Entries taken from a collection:
__________
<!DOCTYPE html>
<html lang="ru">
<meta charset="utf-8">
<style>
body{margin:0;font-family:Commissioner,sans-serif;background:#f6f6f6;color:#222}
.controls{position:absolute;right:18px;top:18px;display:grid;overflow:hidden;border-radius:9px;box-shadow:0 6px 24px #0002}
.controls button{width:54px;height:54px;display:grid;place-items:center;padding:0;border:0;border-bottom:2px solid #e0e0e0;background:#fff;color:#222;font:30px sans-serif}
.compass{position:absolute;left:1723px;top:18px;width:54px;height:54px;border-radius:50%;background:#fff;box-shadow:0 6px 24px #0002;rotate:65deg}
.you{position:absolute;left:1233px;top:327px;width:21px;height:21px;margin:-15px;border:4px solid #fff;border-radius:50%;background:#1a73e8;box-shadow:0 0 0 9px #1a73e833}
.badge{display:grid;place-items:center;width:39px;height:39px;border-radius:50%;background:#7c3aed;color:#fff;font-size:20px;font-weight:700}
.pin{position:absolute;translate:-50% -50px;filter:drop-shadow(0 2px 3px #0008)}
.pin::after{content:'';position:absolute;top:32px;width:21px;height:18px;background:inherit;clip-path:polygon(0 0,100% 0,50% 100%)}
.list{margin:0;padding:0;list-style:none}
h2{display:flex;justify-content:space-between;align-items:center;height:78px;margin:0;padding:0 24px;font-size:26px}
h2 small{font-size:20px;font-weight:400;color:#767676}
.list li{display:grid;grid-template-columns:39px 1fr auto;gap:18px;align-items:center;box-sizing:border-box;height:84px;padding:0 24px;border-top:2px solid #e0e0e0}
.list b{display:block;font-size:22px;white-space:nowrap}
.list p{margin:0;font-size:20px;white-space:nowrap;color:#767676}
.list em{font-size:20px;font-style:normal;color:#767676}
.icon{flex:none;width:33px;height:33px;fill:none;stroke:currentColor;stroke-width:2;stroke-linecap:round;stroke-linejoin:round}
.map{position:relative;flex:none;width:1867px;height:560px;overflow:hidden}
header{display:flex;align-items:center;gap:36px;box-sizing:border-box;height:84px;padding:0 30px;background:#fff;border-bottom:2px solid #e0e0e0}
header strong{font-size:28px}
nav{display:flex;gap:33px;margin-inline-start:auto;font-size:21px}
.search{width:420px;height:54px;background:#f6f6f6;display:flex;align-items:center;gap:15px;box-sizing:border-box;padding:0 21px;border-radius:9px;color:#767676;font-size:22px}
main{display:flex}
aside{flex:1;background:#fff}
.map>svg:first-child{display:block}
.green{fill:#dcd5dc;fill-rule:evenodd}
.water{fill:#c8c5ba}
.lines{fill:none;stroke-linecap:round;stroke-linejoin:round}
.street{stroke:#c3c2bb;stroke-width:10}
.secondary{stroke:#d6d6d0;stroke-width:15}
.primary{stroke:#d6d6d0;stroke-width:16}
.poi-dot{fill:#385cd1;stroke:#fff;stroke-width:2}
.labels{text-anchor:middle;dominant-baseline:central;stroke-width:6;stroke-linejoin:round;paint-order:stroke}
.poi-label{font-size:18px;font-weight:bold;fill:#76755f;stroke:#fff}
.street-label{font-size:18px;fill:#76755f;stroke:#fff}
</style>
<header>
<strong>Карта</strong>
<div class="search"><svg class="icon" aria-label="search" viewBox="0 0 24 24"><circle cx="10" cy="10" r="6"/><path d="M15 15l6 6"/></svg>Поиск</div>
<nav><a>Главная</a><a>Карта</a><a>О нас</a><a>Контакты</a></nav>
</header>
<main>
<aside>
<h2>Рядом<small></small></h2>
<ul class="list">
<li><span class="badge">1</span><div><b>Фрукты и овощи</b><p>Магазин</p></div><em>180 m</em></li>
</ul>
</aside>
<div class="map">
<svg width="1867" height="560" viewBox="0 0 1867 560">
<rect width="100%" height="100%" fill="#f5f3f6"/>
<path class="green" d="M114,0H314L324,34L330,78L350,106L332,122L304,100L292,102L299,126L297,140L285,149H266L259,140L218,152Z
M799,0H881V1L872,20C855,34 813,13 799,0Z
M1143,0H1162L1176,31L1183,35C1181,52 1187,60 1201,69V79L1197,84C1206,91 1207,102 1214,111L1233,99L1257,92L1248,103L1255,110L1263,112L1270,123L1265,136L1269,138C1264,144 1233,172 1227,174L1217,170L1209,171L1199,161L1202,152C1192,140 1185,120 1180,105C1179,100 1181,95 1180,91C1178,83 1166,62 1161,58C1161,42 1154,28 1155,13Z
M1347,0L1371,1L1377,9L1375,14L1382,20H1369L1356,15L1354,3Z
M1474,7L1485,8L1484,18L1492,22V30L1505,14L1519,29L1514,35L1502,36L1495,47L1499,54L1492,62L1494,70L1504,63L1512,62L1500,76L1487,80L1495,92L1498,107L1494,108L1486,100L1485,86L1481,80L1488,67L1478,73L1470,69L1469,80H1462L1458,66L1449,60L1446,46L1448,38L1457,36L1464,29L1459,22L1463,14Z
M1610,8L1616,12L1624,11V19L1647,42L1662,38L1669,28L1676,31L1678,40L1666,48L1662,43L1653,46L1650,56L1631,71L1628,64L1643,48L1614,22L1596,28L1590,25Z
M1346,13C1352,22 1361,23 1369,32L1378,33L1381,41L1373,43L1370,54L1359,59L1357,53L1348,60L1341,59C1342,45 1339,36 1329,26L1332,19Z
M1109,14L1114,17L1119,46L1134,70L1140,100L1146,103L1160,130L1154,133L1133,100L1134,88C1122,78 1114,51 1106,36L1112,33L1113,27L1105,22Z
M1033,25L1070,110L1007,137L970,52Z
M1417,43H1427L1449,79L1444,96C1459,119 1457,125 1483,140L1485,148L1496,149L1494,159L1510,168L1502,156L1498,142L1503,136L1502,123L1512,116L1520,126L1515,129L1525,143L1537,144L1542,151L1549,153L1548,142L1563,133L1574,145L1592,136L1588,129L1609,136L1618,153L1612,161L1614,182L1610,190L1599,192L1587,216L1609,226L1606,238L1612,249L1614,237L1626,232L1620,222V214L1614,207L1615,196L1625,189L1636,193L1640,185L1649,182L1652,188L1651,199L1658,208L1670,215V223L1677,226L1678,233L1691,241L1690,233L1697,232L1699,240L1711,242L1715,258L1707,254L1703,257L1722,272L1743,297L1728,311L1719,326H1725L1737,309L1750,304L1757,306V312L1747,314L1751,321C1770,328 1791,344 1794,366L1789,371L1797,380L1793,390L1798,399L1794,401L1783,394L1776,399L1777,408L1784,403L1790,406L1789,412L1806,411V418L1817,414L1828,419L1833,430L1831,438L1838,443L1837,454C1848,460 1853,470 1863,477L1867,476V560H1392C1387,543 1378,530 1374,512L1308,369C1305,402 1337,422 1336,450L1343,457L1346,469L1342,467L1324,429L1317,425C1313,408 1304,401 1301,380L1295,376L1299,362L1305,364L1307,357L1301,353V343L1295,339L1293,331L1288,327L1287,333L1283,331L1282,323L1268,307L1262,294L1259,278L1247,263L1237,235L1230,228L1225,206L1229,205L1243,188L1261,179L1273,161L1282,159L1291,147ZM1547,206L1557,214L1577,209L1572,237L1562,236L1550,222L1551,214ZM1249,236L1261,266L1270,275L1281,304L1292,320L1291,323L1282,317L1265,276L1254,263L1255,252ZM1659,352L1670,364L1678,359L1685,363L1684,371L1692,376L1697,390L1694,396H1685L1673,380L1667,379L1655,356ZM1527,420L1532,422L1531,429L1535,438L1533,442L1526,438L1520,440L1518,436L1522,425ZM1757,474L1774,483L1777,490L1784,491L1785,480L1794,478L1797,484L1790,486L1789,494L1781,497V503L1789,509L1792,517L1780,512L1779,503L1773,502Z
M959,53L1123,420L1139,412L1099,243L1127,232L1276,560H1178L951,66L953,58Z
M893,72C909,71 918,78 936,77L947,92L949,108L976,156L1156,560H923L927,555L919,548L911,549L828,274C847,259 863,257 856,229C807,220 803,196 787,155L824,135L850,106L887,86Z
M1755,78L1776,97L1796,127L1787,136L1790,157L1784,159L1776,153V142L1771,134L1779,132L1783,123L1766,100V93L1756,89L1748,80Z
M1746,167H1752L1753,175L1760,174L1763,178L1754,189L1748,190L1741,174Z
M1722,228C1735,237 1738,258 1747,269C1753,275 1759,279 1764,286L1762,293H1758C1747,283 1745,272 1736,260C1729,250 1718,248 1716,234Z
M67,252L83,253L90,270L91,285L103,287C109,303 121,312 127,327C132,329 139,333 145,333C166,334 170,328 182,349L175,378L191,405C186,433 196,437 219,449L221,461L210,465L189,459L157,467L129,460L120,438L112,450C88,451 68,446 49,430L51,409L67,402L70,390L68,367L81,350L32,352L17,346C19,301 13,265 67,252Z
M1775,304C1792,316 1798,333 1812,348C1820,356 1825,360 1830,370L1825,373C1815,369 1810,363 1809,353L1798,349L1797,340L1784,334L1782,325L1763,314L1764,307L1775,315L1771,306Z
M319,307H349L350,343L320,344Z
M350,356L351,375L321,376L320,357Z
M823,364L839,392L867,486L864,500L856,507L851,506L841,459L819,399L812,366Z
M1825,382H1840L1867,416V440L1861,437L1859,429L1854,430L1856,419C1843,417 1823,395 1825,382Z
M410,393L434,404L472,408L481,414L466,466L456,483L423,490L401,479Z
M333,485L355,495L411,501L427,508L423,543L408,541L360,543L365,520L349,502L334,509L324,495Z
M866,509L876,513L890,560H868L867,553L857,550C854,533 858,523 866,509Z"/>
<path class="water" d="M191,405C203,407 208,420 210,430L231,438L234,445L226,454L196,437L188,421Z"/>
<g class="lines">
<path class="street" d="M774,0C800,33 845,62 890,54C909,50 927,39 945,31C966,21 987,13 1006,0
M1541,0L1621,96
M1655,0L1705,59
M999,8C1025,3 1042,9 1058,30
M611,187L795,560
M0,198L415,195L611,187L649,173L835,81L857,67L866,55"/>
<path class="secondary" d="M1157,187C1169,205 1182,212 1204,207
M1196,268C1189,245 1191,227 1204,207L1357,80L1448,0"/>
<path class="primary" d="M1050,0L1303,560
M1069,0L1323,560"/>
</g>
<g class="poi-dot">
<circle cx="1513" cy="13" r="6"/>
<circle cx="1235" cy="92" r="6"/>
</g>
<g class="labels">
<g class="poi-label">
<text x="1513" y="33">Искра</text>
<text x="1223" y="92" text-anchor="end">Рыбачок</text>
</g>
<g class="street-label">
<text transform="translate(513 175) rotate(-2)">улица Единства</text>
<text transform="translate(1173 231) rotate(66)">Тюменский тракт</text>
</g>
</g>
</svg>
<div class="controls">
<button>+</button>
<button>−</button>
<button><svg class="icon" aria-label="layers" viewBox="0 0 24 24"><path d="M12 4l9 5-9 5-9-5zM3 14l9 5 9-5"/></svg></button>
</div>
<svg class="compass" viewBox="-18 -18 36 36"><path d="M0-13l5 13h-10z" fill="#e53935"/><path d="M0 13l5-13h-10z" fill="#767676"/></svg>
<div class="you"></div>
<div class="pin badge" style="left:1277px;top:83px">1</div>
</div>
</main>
__________
- [What to do]:
Transcribe exactly, please, the lines from the one with "<button>−</button>" to the last line of the entries above, ends included.

- [Written reply]:
<button>−</button>
<button><svg class="icon" aria-label="layers" viewBox="0 0 24 24"><path d="M12 4l9 5-9 5-9-5zM3 14l9 5 9-5"/></svg></button>
</div>
<svg class="compass" viewBox="-18 -18 36 36"><path d="M0-13l5 13h-10z" fill="#e53935"/><path d="M0 13l5-13h-10z" fill="#767676"/></svg>
<div class="you"></div>
<div class="pin badge" style="left:1277px;top:83px">1</div>
</div>
</main>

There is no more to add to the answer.